▸ **Exercise goal**
If a line in the records below contains the word "roads", copy it.

▸ **Given entries**
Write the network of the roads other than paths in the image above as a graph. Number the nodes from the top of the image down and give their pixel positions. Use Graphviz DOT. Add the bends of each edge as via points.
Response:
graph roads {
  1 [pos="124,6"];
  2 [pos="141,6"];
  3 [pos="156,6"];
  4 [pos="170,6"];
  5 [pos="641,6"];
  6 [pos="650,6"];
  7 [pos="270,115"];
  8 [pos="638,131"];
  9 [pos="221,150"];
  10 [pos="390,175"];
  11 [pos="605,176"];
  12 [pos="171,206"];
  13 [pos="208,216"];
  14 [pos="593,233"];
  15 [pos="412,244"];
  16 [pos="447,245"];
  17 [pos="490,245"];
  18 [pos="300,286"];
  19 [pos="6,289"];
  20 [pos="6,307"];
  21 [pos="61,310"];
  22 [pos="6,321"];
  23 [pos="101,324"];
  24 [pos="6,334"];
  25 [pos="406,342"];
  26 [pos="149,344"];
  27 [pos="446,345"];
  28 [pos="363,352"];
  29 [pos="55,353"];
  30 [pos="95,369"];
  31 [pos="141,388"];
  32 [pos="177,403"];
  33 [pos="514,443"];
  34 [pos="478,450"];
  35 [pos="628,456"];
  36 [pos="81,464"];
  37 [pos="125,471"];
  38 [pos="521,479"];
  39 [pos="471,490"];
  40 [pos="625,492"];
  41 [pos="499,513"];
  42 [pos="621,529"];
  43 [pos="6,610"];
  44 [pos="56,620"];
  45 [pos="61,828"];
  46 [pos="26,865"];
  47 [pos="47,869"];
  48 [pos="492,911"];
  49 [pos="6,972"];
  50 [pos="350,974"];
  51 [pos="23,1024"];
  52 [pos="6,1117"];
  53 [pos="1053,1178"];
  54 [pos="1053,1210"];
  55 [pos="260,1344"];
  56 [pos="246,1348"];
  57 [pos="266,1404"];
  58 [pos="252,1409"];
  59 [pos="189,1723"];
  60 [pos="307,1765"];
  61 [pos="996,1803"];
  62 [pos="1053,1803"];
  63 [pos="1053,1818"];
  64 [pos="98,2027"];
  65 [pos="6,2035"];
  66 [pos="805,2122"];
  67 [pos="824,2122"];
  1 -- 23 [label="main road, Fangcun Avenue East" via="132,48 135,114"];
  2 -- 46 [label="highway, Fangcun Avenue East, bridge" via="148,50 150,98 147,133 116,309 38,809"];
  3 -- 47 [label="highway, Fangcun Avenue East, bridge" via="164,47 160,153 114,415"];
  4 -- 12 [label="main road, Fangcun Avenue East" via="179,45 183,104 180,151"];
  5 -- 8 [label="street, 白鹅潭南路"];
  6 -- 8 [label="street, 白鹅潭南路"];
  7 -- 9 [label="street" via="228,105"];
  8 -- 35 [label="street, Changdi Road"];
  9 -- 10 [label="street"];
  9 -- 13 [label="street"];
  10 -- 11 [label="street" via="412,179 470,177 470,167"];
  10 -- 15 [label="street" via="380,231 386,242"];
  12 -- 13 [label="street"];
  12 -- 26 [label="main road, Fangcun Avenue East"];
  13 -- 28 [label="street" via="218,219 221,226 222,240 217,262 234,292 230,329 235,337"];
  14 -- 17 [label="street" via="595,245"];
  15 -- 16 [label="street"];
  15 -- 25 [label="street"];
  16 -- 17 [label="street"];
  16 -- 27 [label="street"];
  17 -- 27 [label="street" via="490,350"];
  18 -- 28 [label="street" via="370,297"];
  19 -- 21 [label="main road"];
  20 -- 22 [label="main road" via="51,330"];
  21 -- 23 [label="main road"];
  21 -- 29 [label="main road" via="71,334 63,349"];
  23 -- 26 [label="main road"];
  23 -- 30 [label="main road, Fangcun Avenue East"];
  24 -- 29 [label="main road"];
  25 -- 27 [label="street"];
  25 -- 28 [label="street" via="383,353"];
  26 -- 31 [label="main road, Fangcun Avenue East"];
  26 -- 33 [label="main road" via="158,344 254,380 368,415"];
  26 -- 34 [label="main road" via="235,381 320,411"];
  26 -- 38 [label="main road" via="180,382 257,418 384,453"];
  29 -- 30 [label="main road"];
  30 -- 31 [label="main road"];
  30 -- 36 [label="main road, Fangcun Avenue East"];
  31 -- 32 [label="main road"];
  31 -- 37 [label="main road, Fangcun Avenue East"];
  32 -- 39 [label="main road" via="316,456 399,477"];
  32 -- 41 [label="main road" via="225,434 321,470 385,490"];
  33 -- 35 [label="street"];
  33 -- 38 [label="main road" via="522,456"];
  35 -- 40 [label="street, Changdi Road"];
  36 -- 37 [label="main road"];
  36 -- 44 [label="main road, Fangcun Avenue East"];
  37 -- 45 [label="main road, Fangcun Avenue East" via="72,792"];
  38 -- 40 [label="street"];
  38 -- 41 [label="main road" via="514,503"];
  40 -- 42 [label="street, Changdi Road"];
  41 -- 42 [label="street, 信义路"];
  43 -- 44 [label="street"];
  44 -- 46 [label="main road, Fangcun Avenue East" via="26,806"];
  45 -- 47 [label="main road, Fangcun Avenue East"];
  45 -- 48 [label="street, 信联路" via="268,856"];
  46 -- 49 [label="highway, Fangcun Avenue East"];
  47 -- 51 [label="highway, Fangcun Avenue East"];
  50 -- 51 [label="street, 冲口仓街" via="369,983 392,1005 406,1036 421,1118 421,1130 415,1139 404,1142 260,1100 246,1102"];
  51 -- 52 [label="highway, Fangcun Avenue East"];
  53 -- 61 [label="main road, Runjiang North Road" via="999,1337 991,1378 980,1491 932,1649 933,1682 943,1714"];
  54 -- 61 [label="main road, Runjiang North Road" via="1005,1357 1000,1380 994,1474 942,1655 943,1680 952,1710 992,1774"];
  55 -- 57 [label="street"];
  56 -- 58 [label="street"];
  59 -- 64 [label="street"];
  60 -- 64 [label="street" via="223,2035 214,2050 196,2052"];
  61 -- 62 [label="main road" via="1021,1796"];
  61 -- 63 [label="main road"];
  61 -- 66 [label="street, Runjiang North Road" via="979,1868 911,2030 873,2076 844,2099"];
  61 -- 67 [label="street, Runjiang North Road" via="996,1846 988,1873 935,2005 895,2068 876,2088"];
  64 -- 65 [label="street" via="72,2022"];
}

▸ **Answer to this problem**
Write the network of the roads other than paths in the image above as a graph. Number the nodes from the top of the image down and give their pixel positions. Use Graphviz DOT. Add the bends of each edge as via points.
graph roads {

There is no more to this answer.